Hydroxymethylglutaryl coenzyme A reductase inhibitors modify the inflammatory response of human macrophages and endothelial cells infected with Chlamydia pneumoniae.

Abstract

In patients with atherosclerosis, hepatic hydroxymethylglutaryl coenzyme A reductase (CSE) inhibitors may reduce the activation of inflammation. Because Chlamydia pneumoniae infection has been linked to coronary artery disease through the induction of plaque inflammation, we investigated whether cerivastatin affects the infection rate of human macrophages and endothelial cells (ECs) and their proinflammatory activation after chlamydial infection. Macrophages were collected from the alveolar compartment of 6 volunteers and 10 patients with chronic bronchitis. ECs were obtained from 10 umbilical cords.
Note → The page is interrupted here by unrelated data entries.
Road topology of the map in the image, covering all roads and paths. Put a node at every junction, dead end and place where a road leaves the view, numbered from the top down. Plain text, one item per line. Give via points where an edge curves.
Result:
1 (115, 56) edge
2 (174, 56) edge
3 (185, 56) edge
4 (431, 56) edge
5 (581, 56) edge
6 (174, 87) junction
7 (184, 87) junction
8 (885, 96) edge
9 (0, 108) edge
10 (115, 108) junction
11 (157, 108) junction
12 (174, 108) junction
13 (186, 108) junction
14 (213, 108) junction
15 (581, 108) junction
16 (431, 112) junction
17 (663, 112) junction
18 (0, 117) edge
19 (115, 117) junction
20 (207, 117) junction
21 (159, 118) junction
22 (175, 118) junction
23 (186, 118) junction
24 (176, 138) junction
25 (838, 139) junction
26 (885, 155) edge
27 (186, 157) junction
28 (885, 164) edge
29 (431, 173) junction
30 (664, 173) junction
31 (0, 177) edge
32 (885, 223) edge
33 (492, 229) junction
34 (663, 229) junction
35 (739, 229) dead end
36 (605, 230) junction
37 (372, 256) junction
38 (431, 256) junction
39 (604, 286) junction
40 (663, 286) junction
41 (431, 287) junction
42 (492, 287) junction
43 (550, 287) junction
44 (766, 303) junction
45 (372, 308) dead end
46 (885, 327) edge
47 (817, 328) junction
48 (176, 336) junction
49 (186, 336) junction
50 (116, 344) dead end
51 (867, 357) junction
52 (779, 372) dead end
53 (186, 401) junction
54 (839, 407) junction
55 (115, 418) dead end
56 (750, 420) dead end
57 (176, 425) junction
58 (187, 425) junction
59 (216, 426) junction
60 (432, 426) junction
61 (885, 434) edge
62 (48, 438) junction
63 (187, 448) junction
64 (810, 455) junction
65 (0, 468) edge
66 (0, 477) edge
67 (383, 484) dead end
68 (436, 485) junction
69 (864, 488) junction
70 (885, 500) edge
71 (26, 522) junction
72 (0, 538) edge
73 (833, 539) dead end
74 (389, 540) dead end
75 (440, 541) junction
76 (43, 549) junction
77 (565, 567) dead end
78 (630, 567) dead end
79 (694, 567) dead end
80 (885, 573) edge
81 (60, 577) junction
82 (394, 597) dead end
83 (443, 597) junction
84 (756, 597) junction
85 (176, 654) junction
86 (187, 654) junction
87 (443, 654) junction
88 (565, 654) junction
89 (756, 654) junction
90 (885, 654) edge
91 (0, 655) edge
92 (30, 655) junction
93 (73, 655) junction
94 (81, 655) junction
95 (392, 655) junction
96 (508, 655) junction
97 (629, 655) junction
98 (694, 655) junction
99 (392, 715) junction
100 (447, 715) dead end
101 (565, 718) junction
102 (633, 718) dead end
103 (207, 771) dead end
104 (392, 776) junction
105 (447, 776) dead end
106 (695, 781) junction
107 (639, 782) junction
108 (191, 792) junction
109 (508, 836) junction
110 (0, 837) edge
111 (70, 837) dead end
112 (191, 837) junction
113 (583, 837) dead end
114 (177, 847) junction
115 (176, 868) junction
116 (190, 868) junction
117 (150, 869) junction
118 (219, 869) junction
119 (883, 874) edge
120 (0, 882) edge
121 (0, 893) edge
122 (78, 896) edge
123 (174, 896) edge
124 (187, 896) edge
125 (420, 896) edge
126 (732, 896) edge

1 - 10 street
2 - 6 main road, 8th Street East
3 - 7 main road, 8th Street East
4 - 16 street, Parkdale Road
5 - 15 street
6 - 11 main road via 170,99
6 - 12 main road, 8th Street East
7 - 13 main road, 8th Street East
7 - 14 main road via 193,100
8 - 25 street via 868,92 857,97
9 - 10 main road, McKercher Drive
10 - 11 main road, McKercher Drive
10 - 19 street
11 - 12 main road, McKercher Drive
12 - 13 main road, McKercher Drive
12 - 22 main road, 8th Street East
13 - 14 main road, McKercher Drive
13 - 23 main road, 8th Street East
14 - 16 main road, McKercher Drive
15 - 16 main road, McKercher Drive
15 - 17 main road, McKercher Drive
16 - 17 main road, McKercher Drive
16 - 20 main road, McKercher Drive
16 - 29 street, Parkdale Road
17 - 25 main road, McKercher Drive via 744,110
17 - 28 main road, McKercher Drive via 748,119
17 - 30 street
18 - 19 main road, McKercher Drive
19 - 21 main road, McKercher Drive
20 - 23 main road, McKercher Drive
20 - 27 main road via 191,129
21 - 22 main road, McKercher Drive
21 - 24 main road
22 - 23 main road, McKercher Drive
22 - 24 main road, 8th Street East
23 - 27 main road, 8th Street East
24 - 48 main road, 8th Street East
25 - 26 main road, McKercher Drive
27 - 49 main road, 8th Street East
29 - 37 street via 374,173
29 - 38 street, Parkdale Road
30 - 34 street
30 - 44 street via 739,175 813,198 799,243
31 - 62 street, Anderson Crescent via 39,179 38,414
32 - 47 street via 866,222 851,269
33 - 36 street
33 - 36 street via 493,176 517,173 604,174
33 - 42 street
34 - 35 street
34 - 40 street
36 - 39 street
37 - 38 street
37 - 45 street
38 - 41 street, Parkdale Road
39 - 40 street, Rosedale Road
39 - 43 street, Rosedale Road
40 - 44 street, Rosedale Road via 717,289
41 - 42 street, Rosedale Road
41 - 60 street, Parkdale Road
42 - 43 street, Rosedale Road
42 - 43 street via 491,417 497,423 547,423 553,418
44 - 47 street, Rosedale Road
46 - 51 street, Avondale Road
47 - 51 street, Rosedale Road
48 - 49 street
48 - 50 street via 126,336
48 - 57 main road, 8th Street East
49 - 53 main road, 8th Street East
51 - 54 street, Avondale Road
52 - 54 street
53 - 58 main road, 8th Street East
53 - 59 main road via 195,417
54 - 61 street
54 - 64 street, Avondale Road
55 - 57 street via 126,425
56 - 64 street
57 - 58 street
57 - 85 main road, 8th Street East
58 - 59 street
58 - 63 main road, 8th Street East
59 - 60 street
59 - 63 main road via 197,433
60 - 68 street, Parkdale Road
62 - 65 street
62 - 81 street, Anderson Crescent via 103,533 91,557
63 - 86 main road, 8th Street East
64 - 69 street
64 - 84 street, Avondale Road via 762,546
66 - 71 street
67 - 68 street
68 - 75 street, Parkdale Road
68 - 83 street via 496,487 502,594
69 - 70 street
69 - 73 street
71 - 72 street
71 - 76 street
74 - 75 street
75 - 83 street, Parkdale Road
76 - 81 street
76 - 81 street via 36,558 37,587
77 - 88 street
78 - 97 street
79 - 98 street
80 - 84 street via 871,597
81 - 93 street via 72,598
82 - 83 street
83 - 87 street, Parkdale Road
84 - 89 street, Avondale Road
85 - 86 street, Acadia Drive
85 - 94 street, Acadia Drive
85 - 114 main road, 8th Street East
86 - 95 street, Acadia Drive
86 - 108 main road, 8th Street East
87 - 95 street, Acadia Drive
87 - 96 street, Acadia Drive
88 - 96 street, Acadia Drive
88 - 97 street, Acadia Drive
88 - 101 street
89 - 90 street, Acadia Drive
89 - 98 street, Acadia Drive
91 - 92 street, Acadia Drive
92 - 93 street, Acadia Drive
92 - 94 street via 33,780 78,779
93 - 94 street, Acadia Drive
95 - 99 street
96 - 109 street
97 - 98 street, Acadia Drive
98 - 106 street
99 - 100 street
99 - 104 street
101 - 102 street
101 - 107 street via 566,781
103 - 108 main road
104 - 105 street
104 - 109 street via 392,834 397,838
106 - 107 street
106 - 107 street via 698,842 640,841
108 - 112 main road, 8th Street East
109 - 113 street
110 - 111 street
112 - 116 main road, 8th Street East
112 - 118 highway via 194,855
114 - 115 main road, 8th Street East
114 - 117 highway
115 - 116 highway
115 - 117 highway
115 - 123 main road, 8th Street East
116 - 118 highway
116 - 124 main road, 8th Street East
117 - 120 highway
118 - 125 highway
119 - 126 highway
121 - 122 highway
The C. pneumoniae strain CWL was incubated with macrophages or ECs in the presence and absence of the CSE inhibitor cerivastatin. The infection rate was determined by immunofluorescence microscopy. The release of monocyte chemoattractant protein-1 (MCP-1), interleukin-8 (IL-8), and tumor necrosis factor (TNF)-alpha was quantified by ELISA. The release of oxygen radicals was determined by ferricytochrome assay. Infection rates were tendentially lower after the preincubation of macrophages with CSE inhibitors (17.2% versus 9. 3% and 18.2% versus 10.4%, respectively; P=NS). The secretion of MCP-1, IL-8, and TNF-alpha by infected macrophages from volunteers increased. Coincubation with cerivastatin resulted in significantly lower MCP-1 and IL-8 production, whereas the release of TNF-alpha remained unaffected. Similar effects regarding chemokine release were observed in ECs. CSE inhibitors modify the inflammatory response of human immune cells to C. pneumoniae. This finding could be relevant for the therapeutic potential of CSE statins in patients with atherosclerosis and C. pneumoniae infection.